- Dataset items
::::
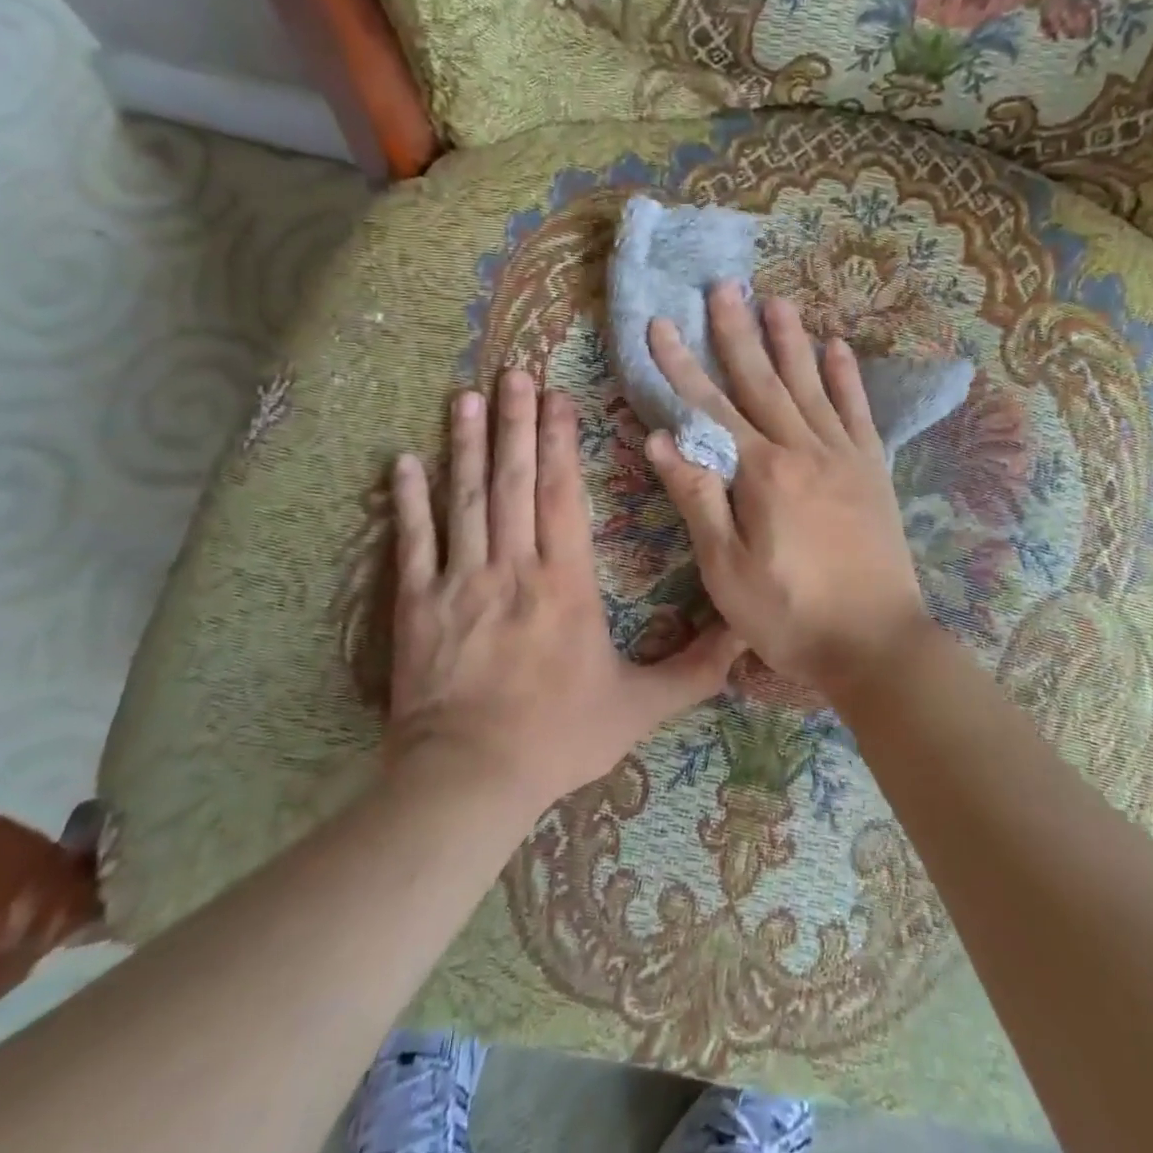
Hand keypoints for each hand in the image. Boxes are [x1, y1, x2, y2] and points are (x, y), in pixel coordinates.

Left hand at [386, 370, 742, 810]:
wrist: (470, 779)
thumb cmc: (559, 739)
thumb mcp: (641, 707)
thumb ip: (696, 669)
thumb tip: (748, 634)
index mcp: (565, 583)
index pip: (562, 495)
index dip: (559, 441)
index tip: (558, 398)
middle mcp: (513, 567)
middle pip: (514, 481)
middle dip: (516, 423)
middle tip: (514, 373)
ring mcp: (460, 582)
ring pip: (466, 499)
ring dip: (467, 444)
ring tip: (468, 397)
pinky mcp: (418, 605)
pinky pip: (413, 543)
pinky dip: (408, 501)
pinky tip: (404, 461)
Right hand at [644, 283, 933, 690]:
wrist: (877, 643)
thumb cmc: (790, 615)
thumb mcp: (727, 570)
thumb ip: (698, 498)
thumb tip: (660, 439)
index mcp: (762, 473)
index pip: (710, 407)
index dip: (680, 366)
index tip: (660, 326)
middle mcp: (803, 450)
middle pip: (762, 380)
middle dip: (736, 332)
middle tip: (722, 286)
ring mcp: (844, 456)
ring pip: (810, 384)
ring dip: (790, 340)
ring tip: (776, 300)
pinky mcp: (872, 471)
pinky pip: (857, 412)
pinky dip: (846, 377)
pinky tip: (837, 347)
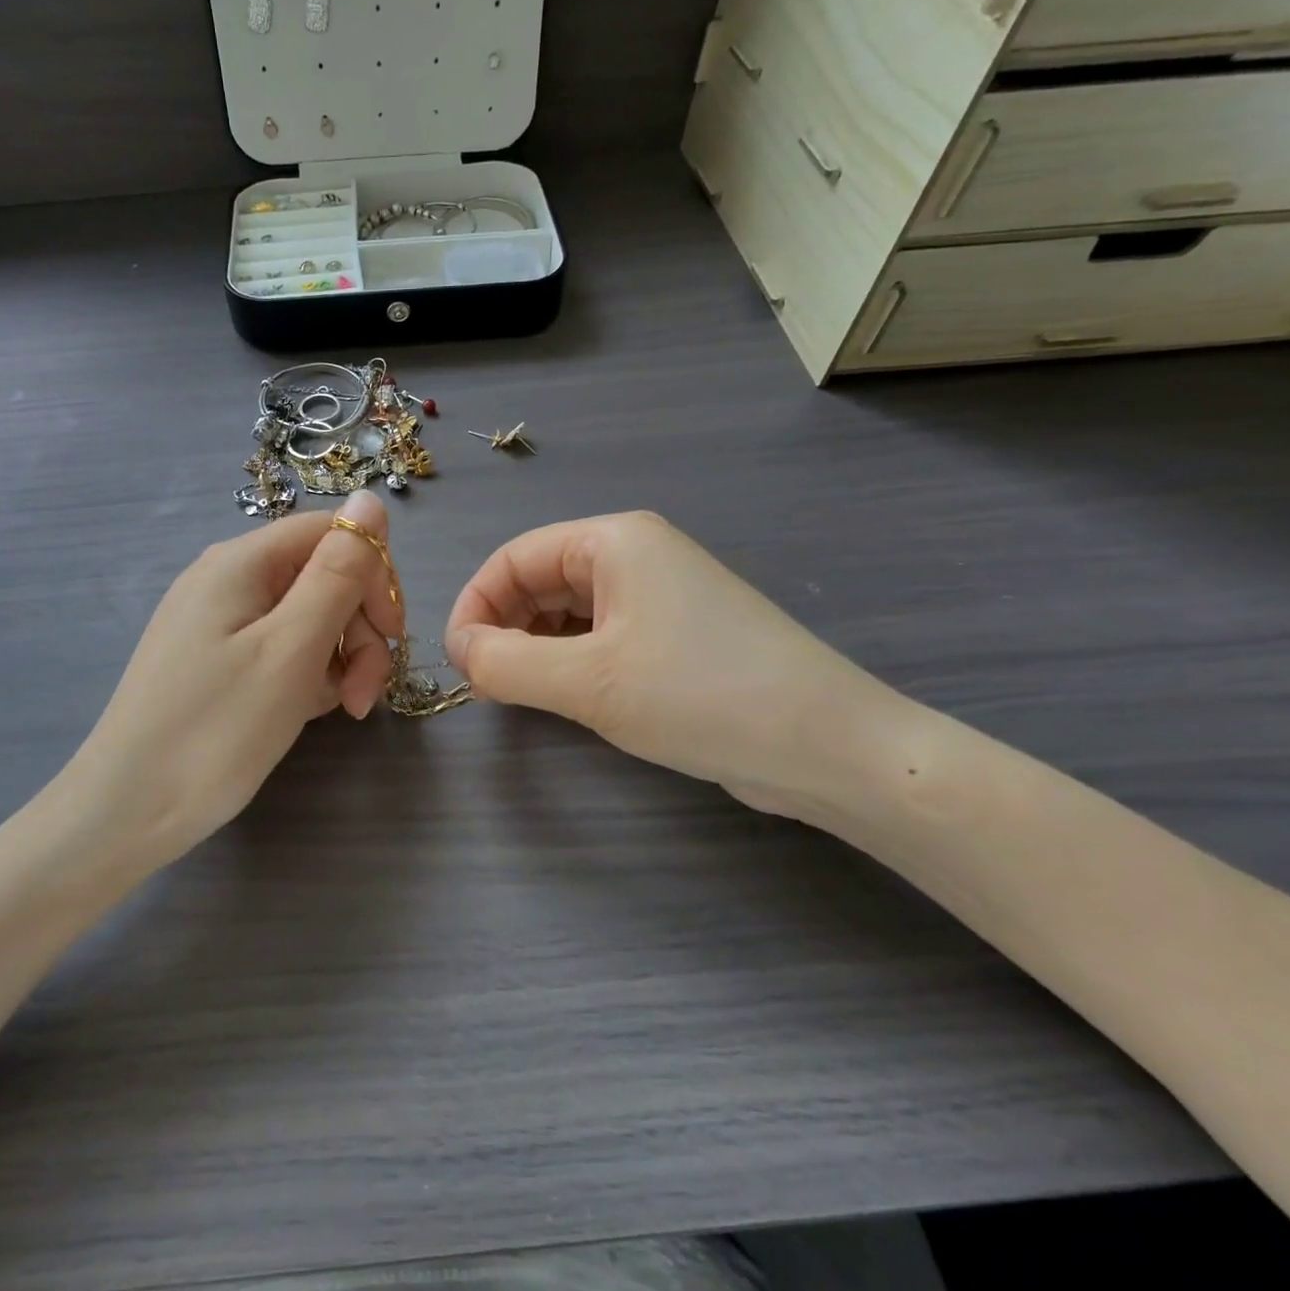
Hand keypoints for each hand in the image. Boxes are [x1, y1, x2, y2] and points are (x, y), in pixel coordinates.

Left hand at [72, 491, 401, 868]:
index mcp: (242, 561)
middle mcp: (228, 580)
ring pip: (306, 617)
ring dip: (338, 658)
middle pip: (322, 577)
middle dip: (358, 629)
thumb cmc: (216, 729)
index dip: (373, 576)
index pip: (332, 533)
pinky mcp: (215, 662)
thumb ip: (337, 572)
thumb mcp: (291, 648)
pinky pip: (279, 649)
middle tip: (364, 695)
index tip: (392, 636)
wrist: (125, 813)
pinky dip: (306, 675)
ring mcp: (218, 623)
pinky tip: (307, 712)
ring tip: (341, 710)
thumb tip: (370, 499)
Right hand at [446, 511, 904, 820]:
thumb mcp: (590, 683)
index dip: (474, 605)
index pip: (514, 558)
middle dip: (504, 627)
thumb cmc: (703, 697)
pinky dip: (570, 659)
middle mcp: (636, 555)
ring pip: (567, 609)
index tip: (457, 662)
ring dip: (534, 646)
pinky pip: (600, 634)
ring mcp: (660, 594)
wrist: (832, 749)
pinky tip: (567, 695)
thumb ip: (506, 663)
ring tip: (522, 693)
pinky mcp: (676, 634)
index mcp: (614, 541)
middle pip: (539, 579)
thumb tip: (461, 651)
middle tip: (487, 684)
::::
- ACTIVITY
Transcribe, word for word, the line holding "wrist: (470, 779)" and all lines after it in the entries above, ending with the last. Only those lines; no pictures.

- RESULT OF THE TASK
wrist: (470, 779)
thumb cmc: (559, 739)
thumb mcp: (641, 707)
thumb ip: (696, 669)
thumb tip: (748, 634)
index mcp: (565, 583)
index pip: (562, 495)
index dip: (559, 441)
index tip: (558, 398)
middle mcp: (513, 567)
middle pip: (514, 481)
middle dip: (516, 423)
middle tip: (514, 373)
ring mcp: (460, 582)
ring pip: (466, 499)
ring dip: (467, 444)
ring tip: (468, 397)
pinky mcp: (418, 605)
pinky pip: (413, 543)
pinky dip: (408, 501)
pinky tip: (404, 461)
Right hand at [644, 283, 933, 690]:
wrist: (877, 643)
thumb cmc: (790, 615)
thumb mcp: (727, 570)
thumb ip: (698, 498)
thumb tip: (660, 439)
index mcp: (762, 473)
index pip: (710, 407)
index dip: (680, 366)
index tip: (660, 326)
middle mcp: (803, 450)
middle pip: (762, 380)
middle dip: (736, 332)
middle tip: (722, 286)
ring mcp: (844, 456)
ring pip: (810, 384)
ring dip: (790, 340)
ring tip: (776, 300)
pinky mcp: (872, 471)
pinky pip: (857, 412)
pinky dip: (846, 377)
pinky tip: (837, 347)
Hand keypoints for each hand in the image. Boxes are [x1, y1, x2, y2] and points are (x, y), in pixel coordinates.

Left hand at [72, 491, 401, 868]:
index mcp: (242, 561)
middle mcp: (228, 580)
ring pip: (306, 617)
ring dip: (338, 658)
middle pip: (322, 577)
middle dip: (358, 629)
thumb cmc: (216, 729)
index dip: (373, 576)
index pip: (332, 533)
pinky mcp: (215, 662)
thumb ip: (337, 572)
thumb mcp: (291, 648)
pinky pip: (279, 649)
middle tip: (364, 695)
index tip: (392, 636)
wrist: (125, 813)
pinky dip: (306, 675)
ring mcp: (218, 623)
pinky tip: (307, 712)
ring tip: (341, 710)
thumb tip: (370, 499)
Right hand at [446, 511, 904, 820]:
thumb mcp: (590, 683)
index dip: (474, 605)
index pip: (514, 558)
middle dip: (504, 627)
thumb cmc: (703, 697)
pinky dip: (570, 659)
middle mcp: (636, 555)
ring pip: (567, 609)
index tip: (457, 662)
ring dip: (534, 646)
pinky pip: (600, 634)
ring mcp: (660, 594)
wrist: (832, 749)
pinky tip: (567, 695)
thumb ip: (506, 663)
ring tip: (522, 693)
pinky mcp: (676, 634)
index mcp: (614, 541)
middle pip: (539, 579)
thumb tip: (461, 651)
middle tip: (487, 684)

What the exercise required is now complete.